Débauche juvénile : conséquence directe du modèle français mal copié

Des jeunes, sinon des enfants, vu leur âge qui va de 17 à 21 ans, présumés coupables de l’agression mortelle d’un lycéen dans la ville de Bobo-Dioulasso. Bien avant l’arrestation de ces sept jeunes, les maires de Ouagadougou et de Bobo-Dioulasso avaient pris des mesures interdisant la consommation de la chicha. Car la jeunesse, surtout scolaire, est de plus en plus accroc à fumer la chicha. Des élèves qui désertent les salles de classe pour se retrouver dans des débits de boissons. Que dire de ceux qui séquestrent leurs éducateurs ou bien leur portent la main. Les conséquences de cette débauche de la jeunesse font légion. Malheureusement, la situation va de mal en pire. Confère l’actualité relative à l’agression de ce lycéen de Bobo-Dioulasso.

La fin de cette débauche n’est pas pour demain. On pourrait même dire que nous sommes aujourd’hui dans une situation de non retour. Depuis que nous avons maladroitement copié le système français, l’éducation des enfants nous a échappée. Depuis la déclaration universelle des droits de l’homme le 10 décembre  1948 à Paris. Depuis cette déclaration, l’éducation africaine a pris un coup sérieux. L’éducation de l’enfant qui était un devoir de la société, ne l’est plus.

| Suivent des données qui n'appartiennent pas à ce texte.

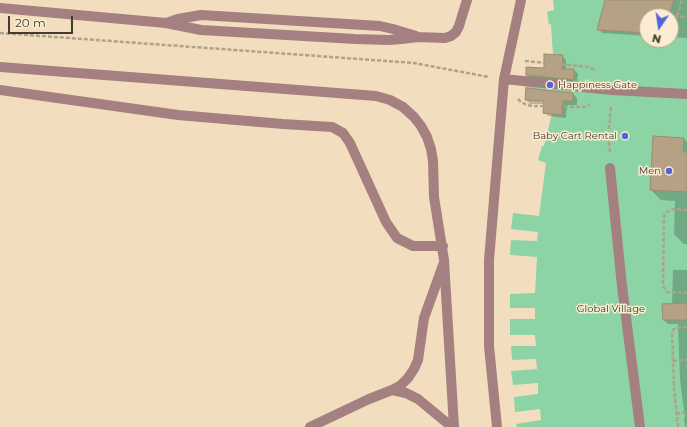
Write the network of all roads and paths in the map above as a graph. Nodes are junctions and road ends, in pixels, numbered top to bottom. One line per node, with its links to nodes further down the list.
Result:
1 (467, 0): 8 (lane)
2 (521, 0): 10 (lane)
3 (632, 0): 5 (path)
4 (0, 8): 6 (lane)
5 (639, 14)
6 (166, 23): 8 (lane); 8 (lane)
7 (0, 33): 10 (path)
8 (418, 37)
9 (0, 67): 17 (lane)
10 (504, 79): 12 (lane); 28 (lane)
11 (0, 90): 17 (lane)
12 (612, 90): 13 (lane); 14 (path)
13 (687, 94)
14 (609, 129)
15 (610, 168): 29 (lane)
16 (687, 210): 19 (path)
17 (443, 246): 18 (lane)
18 (444, 260): 23 (lane); 27 (lane)
19 (687, 293)
20 (687, 327): 22 (path)
21 (687, 360): 22 (path)
22 (673, 361): 25 (path)
23 (392, 390): 26 (lane); 27 (lane)
24 (687, 412): 25 (path)
25 (676, 414): 30 (path)
26 (310, 427)
27 (453, 427)
28 (497, 427)
29 (640, 427)
30 (678, 427)

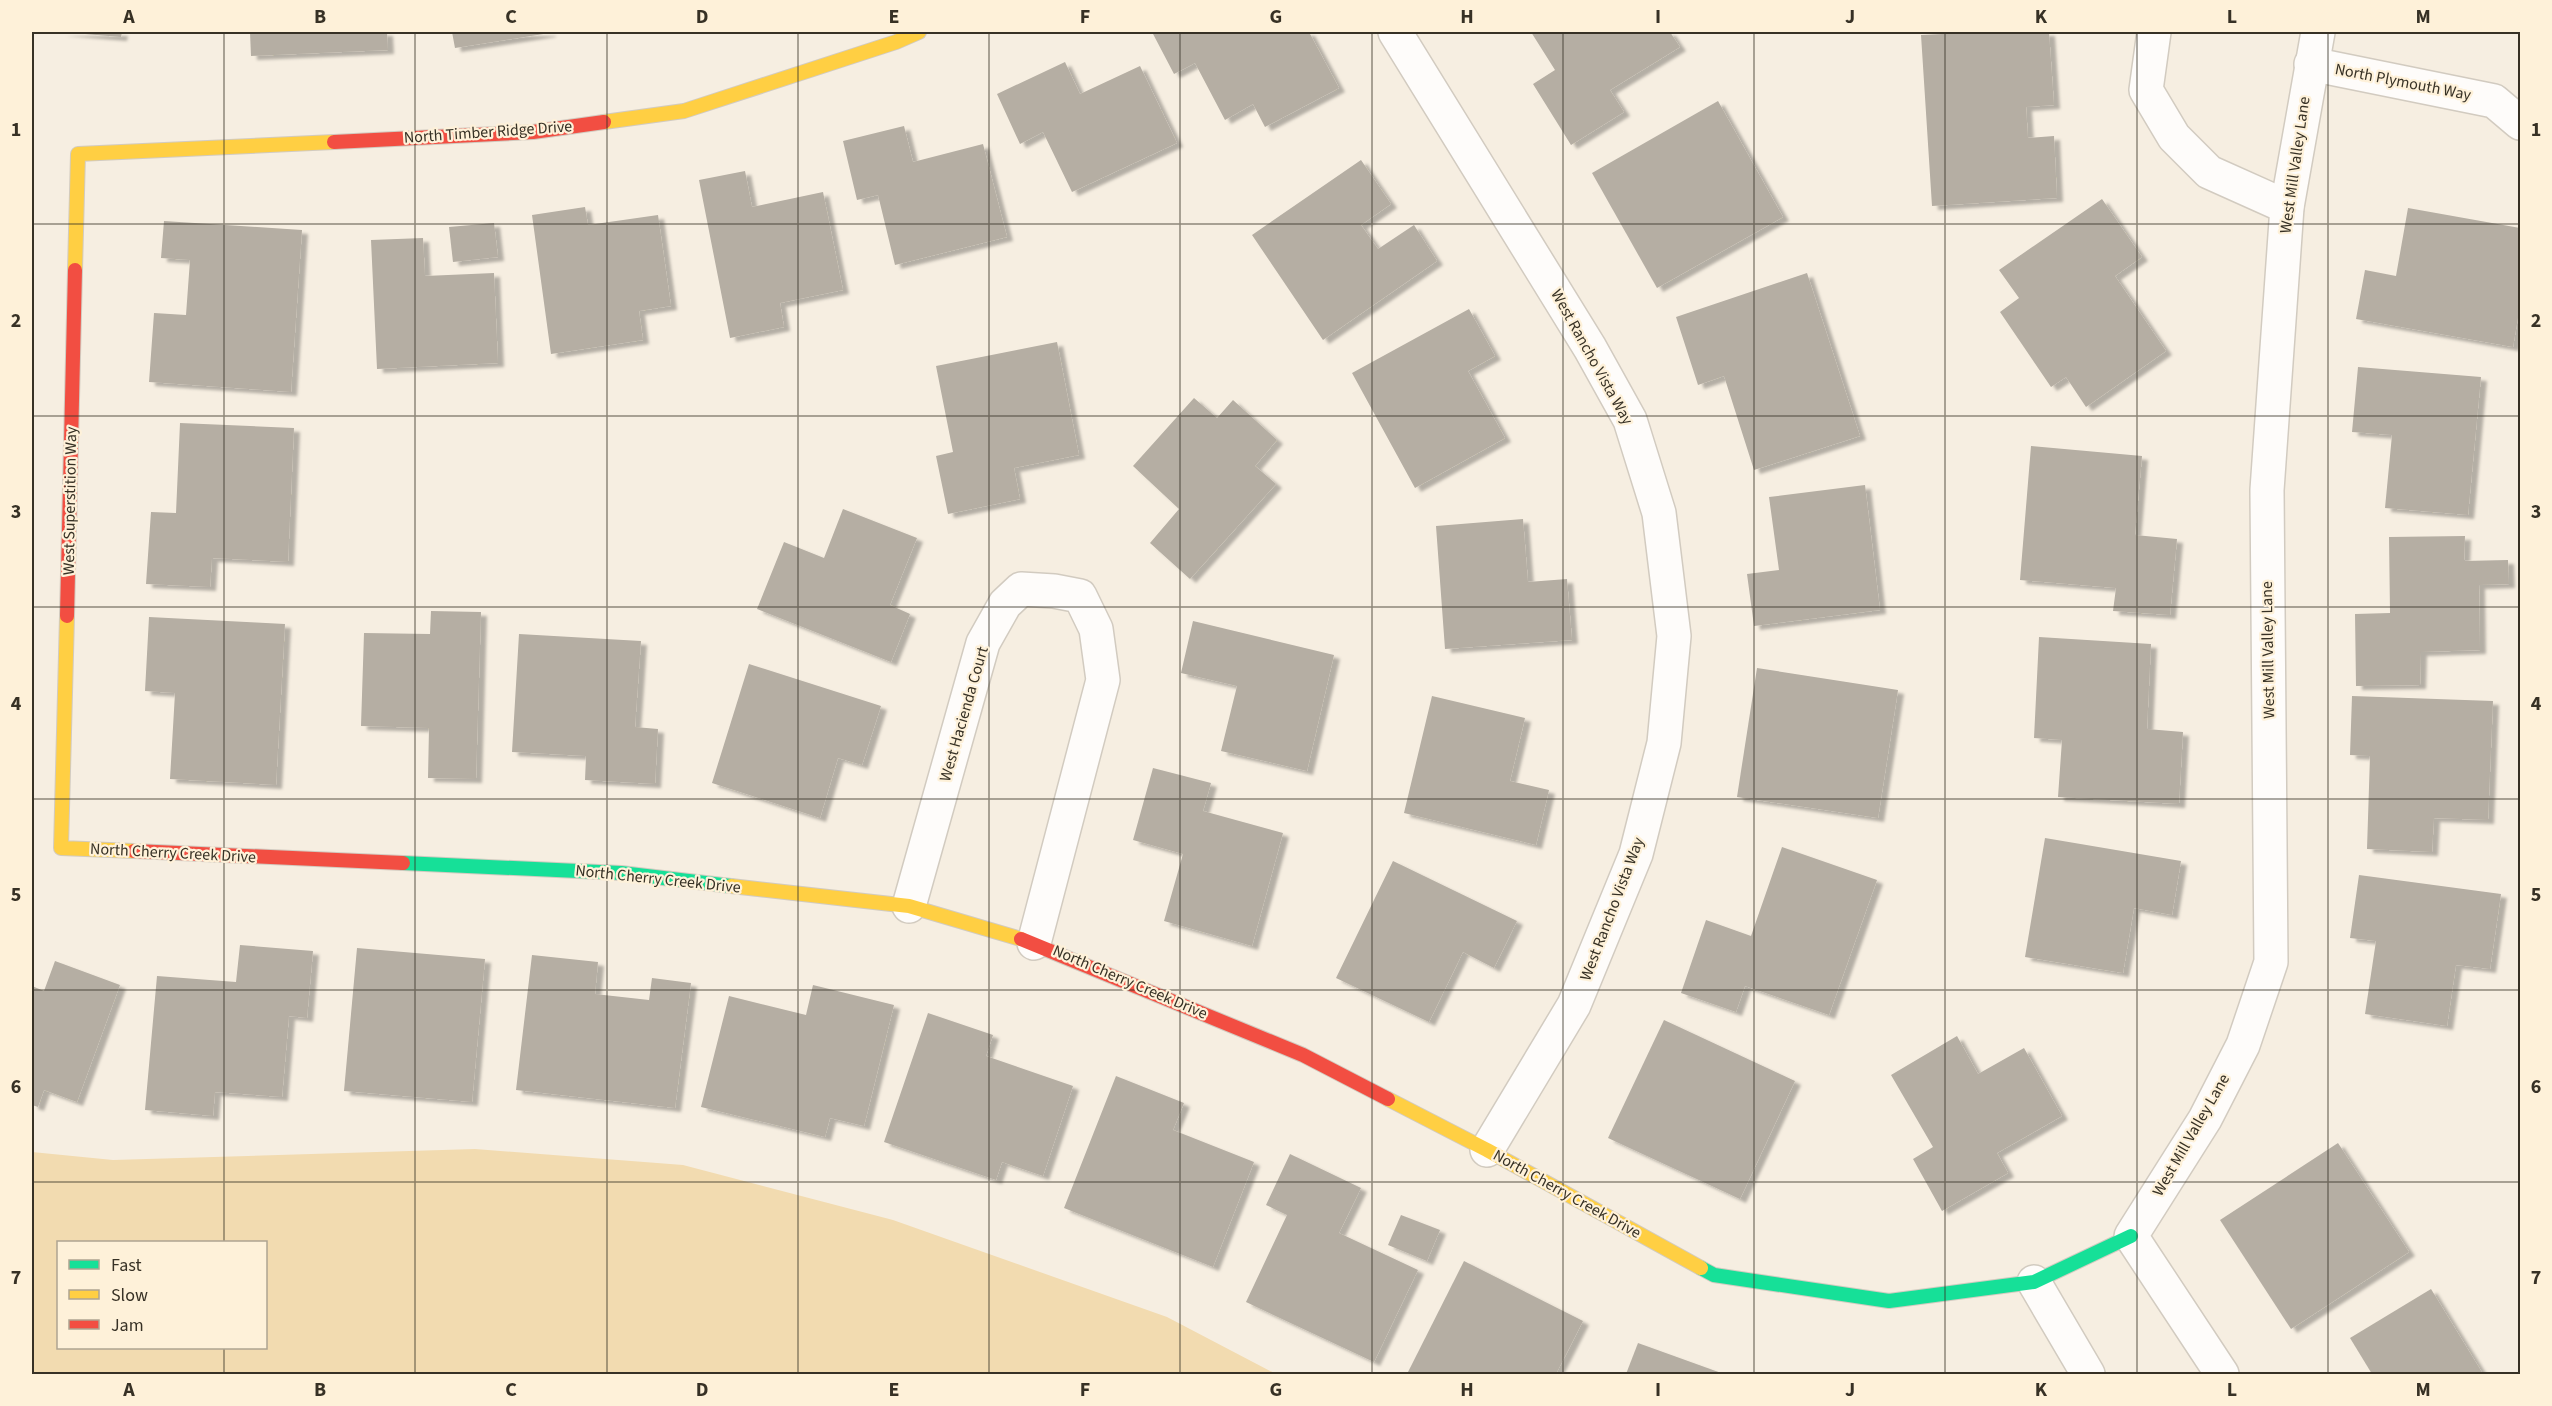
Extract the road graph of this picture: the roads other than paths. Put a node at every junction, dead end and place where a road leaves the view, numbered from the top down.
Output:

En effet, dans nos sociétés africaines, un enfant en erreur est corrigé par l’adulte le premier venu. Mieux, les parents de l’enfant fautif accentuaient la correction. De nos jours, l’adulte qui commet l’erreur de corriger l’enfant d’autrui se crée des soucis inutiles. Le cas de cette dame jugée et condamnée avec sursis au tribunal de grande instance de Bobo-Dioulasso.

Son péché originel, le fait d’avoir porter main sur l’enfant de son voisin. Chose inimaginable dans nos sociétés autrefois. Depuis que l’éducation sociétale de l’enfant n’est plus d’actualité, le respect des enfants envers les adultes n’est plus d’actualité. Même dans les classes, le maitre n’a plus le droit de corriger corporellement un élève.

Tant que la situation va ainsi demeurer, bonjour des dégâts d’une jeunesse perdue. Que faire donc pour remédier à cette situation ? Les parents peuvent-ils toujours servir de rempart face à cette avancée fulgurante de la débauche juvénile? L’école peut-elle remédier au mal ? Certainement qu’aucune des parties citées ne peut venir à bout de la situation.

Cependant, force est de reconnaitre que de façon unie (l’école et les parents) quelque chose peut être tenté et sauver ce qui peut l’être. Démissionner de l’éducation des enfants ou rester les bras croisés sans rien tenter, c’est refuser notre développement. Nelson Mandala ne disait-il pas que, « L’éducation est l’arme la plus puissante qu’on puisse utiliser pour changer le monde ».